Transcribe every entry that follows exactly, omitting all pictures.

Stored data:
- - -
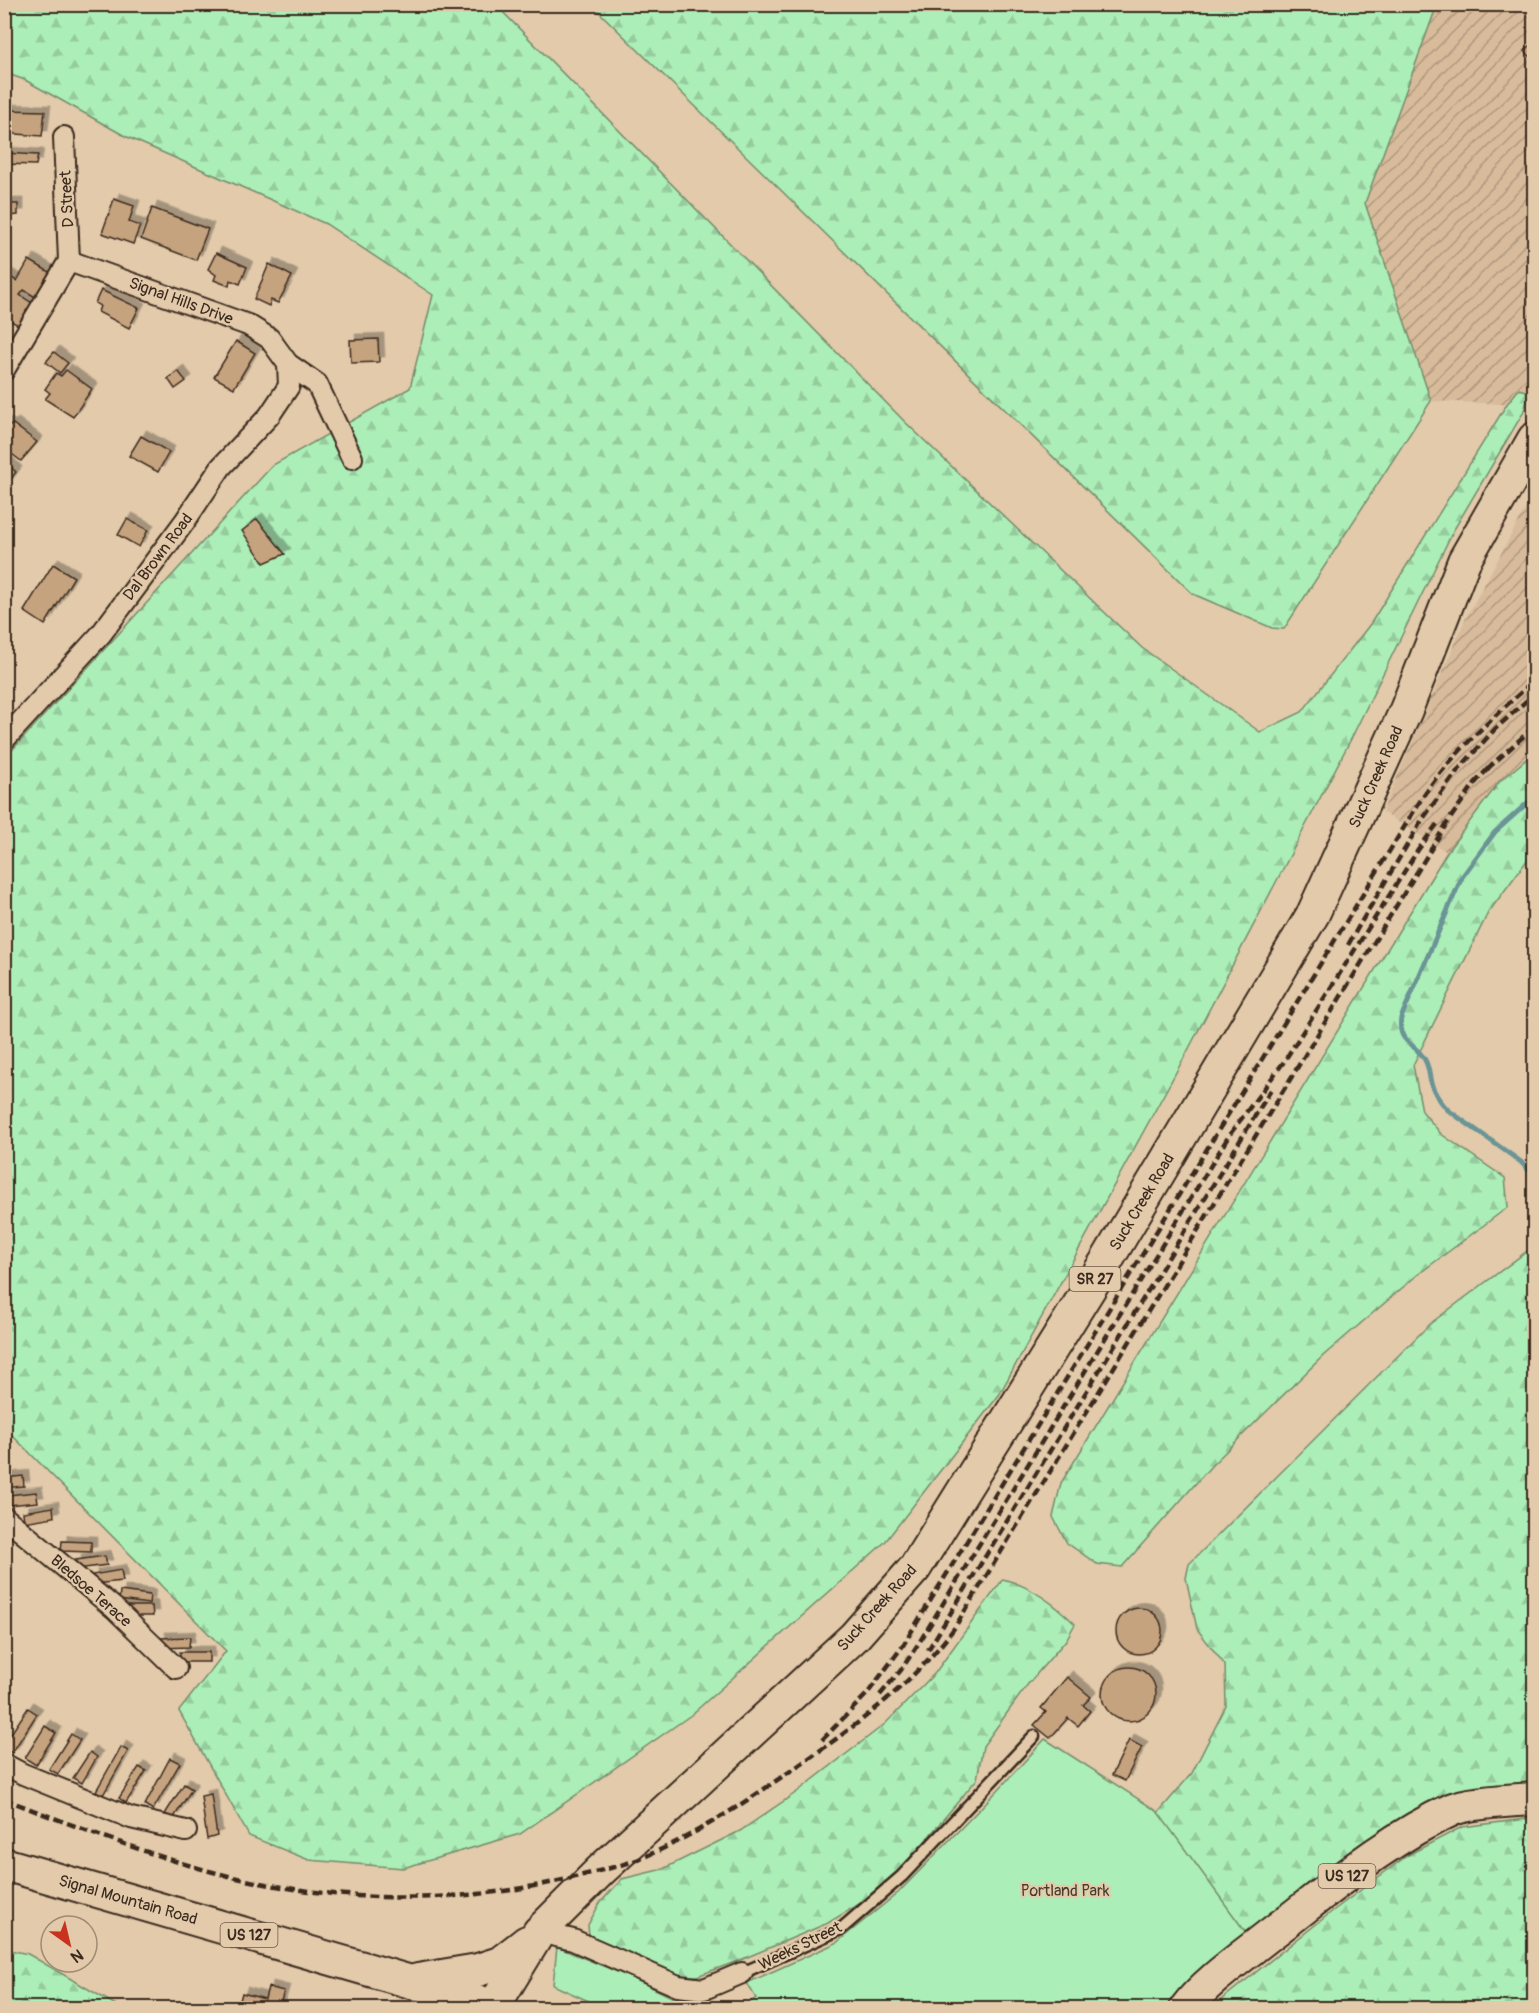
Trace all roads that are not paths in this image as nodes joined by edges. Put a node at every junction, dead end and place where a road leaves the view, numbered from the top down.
1 (64, 137) dead end
2 (69, 261) junction
3 (288, 364) junction
4 (4, 370) edge
5 (1534, 439) edge
6 (352, 458) dead end
7 (4, 740) edge
8 (4, 1517) edge
9 (176, 1668) dead end
10 (1034, 1736) dead end
11 (4, 1764) edge
12 (1534, 1798) edge
13 (186, 1831) dead end
14 (4, 1864) edge
15 (539, 1932) junction
16 (742, 1973) joint
17 (409, 1981) junction
18 (498, 2007) edge
19 (1186, 2008) edge

1 - 2 street, D Street
2 - 3 street, Signal Hills Drive
2 - 4 street
3 - 6 street, Signal Hills Drive
3 - 7 street, Dal Brown Road
5 - 15 main road, Suck Creek Road / SR 27
8 - 9 street, Bledsoe Terace
10 - 16 lane, Weeks Street
11 - 13 street
12 - 19 main road, US 127
14 - 17 main road, Signal Mountain Road / US 127
15 - 16 street, Weeks Street
15 - 17 main road
15 - 18 main road, Suck Creek Road / SR 27
17 - 18 main road, Signal Mountain Road / US 127

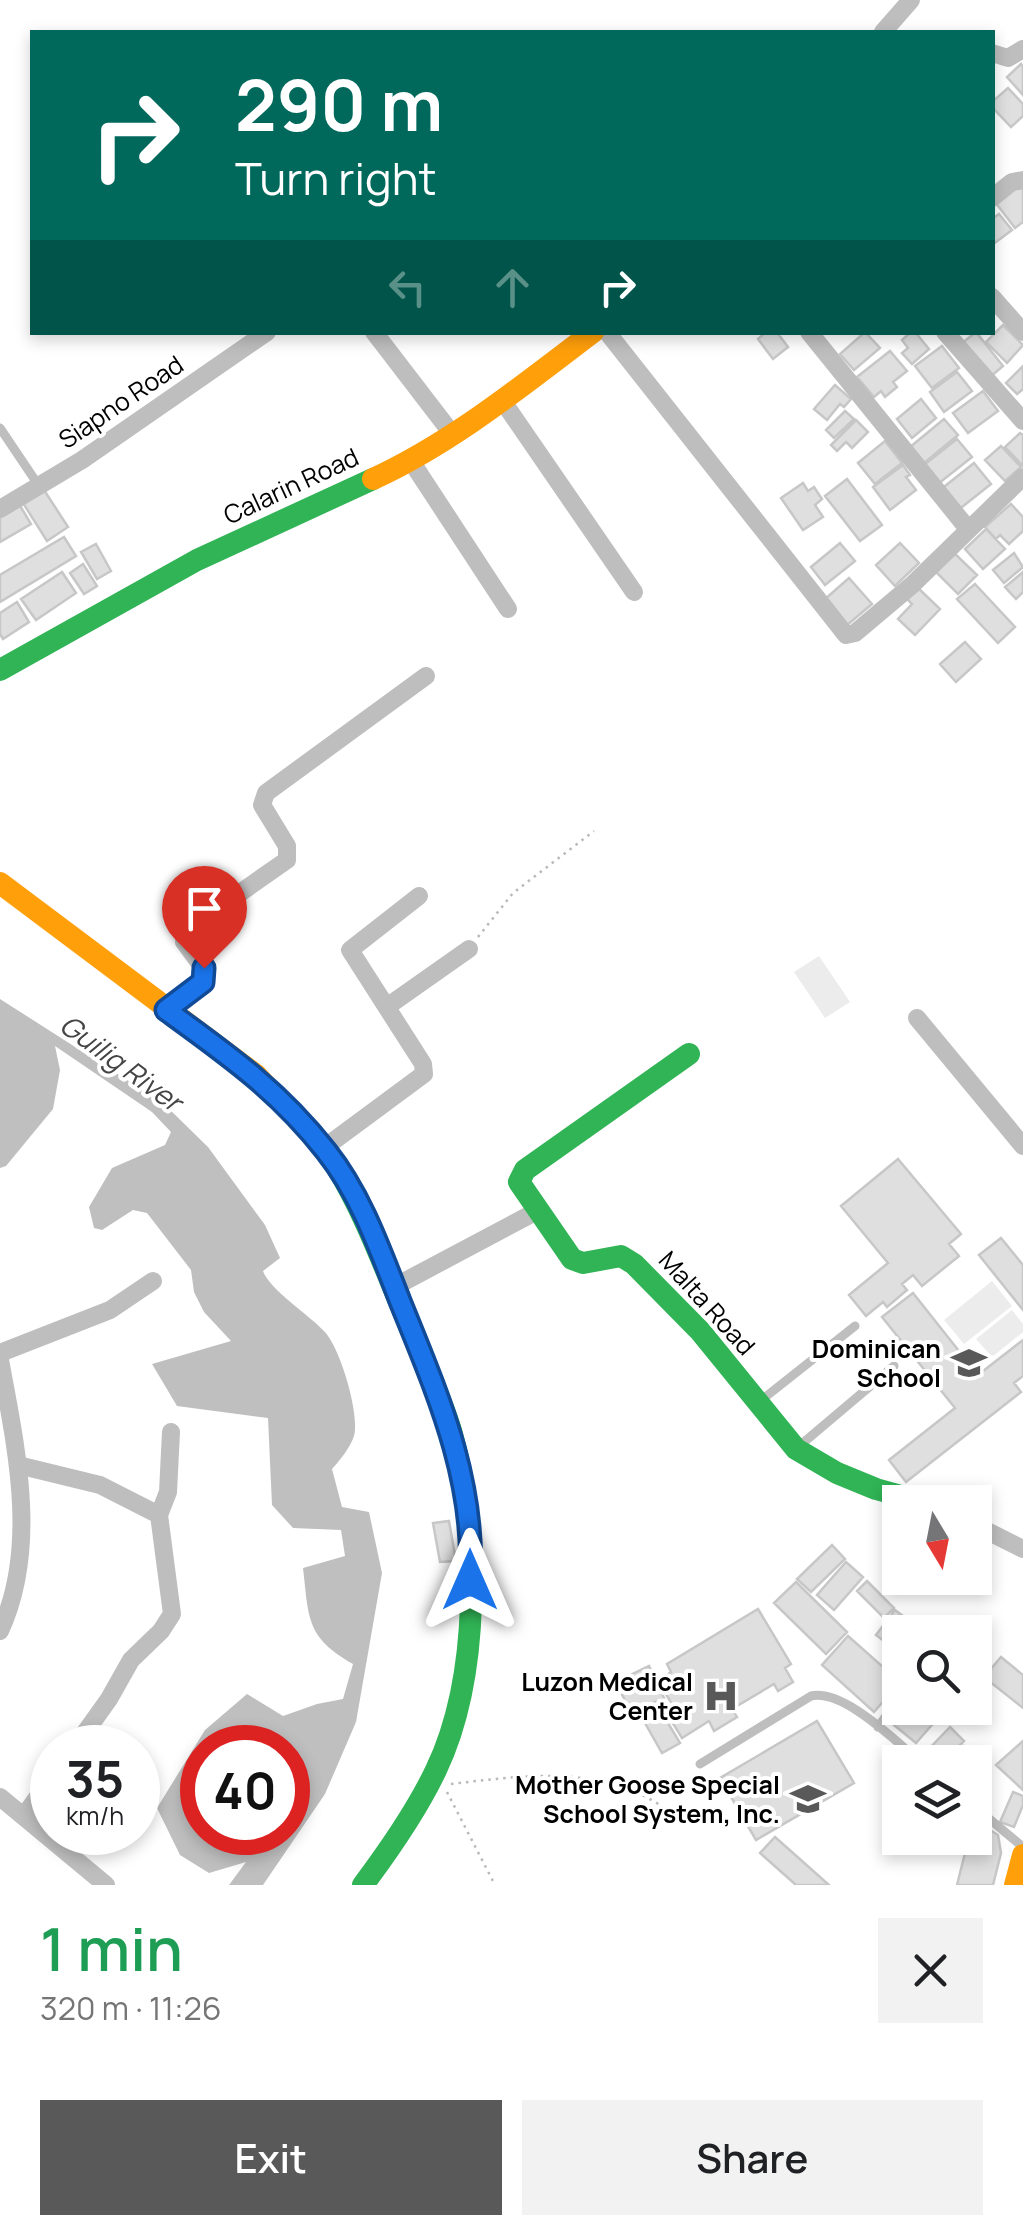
- - -
--- WRITTEN REPLY ---
Trace all roads that are not paths in this image as nodes joined by edges. Put a node at every junction, dead end and place where a road leaves the view, numbered from the top down.
1 (64, 137) dead end
2 (69, 261) junction
3 (288, 364) junction
4 (4, 370) edge
5 (1534, 439) edge
6 (352, 458) dead end
7 (4, 740) edge
8 (4, 1517) edge
9 (176, 1668) dead end
10 (1034, 1736) dead end
11 (4, 1764) edge
12 (1534, 1798) edge
13 (186, 1831) dead end
14 (4, 1864) edge
15 (539, 1932) junction
16 (742, 1973) joint
17 (409, 1981) junction
18 (498, 2007) edge
19 (1186, 2008) edge

1 - 2 street, D Street
2 - 3 street, Signal Hills Drive
2 - 4 street
3 - 6 street, Signal Hills Drive
3 - 7 street, Dal Brown Road
5 - 15 main road, Suck Creek Road / SR 27
8 - 9 street, Bledsoe Terace
10 - 16 lane, Weeks Street
11 - 13 street
12 - 19 main road, US 127
14 - 17 main road, Signal Mountain Road / US 127
15 - 16 street, Weeks Street
15 - 17 main road
15 - 18 main road, Suck Creek Road / SR 27
17 - 18 main road, Signal Mountain Road / US 127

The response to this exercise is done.